■ **WORK TASK**
Read the lines below and count those that have the word "main". Respond with the number only.

■ **AVAILABLE DATA**
===============

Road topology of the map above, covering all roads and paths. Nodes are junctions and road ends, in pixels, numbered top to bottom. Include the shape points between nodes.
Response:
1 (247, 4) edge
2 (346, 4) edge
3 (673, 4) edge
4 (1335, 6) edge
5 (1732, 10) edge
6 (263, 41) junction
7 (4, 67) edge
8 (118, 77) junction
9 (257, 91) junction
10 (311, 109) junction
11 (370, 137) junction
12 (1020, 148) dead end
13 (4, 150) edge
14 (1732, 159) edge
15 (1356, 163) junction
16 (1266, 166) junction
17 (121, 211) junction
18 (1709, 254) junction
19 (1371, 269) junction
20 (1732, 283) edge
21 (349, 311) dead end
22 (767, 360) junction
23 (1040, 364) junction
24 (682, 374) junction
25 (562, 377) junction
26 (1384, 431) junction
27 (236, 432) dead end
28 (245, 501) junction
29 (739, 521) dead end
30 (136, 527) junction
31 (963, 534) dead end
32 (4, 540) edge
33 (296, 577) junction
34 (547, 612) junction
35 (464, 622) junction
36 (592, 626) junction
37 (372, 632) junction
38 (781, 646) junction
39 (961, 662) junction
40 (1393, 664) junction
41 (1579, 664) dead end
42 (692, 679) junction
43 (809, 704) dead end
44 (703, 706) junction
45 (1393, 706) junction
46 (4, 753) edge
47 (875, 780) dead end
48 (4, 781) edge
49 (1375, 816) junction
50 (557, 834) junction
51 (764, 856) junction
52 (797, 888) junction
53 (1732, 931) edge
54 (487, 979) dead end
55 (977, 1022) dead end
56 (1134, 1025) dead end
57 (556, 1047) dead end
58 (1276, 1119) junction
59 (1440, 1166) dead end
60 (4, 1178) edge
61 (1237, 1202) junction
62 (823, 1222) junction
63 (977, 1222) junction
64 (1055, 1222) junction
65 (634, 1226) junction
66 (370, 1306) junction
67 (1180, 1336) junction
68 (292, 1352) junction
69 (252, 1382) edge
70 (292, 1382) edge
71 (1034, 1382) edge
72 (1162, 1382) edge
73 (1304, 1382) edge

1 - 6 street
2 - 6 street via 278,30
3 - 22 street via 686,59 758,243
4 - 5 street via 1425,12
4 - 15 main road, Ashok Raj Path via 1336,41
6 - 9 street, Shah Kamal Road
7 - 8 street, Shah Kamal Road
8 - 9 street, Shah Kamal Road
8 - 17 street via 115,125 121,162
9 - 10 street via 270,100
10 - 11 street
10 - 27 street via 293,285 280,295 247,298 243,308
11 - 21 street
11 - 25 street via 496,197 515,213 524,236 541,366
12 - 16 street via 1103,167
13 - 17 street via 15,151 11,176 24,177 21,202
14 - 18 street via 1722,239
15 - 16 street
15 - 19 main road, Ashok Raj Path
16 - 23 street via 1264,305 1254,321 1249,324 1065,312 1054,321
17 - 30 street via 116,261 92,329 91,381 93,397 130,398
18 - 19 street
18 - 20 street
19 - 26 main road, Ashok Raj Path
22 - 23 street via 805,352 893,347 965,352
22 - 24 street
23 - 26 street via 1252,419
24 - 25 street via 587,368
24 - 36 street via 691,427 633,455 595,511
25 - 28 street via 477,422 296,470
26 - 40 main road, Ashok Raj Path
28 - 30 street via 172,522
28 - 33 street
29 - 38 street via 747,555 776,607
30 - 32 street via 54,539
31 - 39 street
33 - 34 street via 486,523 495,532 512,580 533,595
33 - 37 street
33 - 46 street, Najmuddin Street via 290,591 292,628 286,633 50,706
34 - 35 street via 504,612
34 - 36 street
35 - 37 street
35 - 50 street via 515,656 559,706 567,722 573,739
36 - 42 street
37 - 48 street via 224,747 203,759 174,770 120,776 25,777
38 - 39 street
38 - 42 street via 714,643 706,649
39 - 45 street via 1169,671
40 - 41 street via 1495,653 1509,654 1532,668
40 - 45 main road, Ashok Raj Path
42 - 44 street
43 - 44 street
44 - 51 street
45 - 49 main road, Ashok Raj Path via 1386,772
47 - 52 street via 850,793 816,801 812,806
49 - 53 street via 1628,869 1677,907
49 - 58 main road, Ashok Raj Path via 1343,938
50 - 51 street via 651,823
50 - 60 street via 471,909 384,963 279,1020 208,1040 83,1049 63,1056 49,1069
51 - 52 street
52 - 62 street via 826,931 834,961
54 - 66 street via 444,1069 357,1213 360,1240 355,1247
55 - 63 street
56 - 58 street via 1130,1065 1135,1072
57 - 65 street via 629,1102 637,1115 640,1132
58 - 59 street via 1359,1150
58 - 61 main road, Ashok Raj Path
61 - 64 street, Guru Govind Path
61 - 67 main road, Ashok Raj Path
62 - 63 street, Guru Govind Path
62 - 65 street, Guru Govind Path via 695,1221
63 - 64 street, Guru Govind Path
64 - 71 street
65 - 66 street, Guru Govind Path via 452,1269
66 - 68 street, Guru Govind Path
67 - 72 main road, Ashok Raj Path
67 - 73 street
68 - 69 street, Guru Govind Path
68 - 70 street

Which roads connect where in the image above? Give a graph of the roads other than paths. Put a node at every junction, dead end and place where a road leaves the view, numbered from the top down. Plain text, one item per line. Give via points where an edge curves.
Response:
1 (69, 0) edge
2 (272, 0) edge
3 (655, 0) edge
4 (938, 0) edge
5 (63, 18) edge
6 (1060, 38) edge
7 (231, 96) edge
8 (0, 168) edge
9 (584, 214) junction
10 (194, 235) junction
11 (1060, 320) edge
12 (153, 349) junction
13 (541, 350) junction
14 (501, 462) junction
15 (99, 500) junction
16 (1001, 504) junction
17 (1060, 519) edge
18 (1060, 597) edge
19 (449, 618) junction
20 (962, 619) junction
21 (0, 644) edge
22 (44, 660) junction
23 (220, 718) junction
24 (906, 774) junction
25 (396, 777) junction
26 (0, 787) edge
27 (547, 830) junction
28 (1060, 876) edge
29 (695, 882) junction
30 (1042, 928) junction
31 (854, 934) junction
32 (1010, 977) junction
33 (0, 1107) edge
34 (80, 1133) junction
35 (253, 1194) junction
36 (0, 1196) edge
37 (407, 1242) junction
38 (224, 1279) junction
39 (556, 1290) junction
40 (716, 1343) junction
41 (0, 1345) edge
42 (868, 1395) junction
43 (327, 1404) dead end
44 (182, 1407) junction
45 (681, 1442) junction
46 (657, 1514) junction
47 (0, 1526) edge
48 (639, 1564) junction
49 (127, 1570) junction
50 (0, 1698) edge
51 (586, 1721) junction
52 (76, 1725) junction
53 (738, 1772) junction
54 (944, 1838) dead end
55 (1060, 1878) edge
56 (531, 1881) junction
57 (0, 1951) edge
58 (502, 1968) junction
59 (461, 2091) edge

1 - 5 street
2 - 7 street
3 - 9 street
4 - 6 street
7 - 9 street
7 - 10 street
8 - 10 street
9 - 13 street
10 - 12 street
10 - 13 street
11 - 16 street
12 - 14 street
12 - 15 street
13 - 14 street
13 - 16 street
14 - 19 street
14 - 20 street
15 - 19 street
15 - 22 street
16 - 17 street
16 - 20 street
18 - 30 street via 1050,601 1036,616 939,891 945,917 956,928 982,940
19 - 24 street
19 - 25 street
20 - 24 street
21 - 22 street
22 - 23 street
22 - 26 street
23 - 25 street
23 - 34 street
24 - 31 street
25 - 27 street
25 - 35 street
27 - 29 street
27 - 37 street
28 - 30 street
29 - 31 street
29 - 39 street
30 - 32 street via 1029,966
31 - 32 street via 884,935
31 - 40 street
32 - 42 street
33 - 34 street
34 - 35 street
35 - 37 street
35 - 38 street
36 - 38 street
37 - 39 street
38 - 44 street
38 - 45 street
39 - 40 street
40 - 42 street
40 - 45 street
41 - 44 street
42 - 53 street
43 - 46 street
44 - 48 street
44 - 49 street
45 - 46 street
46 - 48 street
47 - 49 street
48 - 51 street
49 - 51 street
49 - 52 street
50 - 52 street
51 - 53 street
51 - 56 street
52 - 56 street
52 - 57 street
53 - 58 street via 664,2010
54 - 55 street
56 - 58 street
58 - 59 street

===============

■ **EXERCISE ANSWER**
10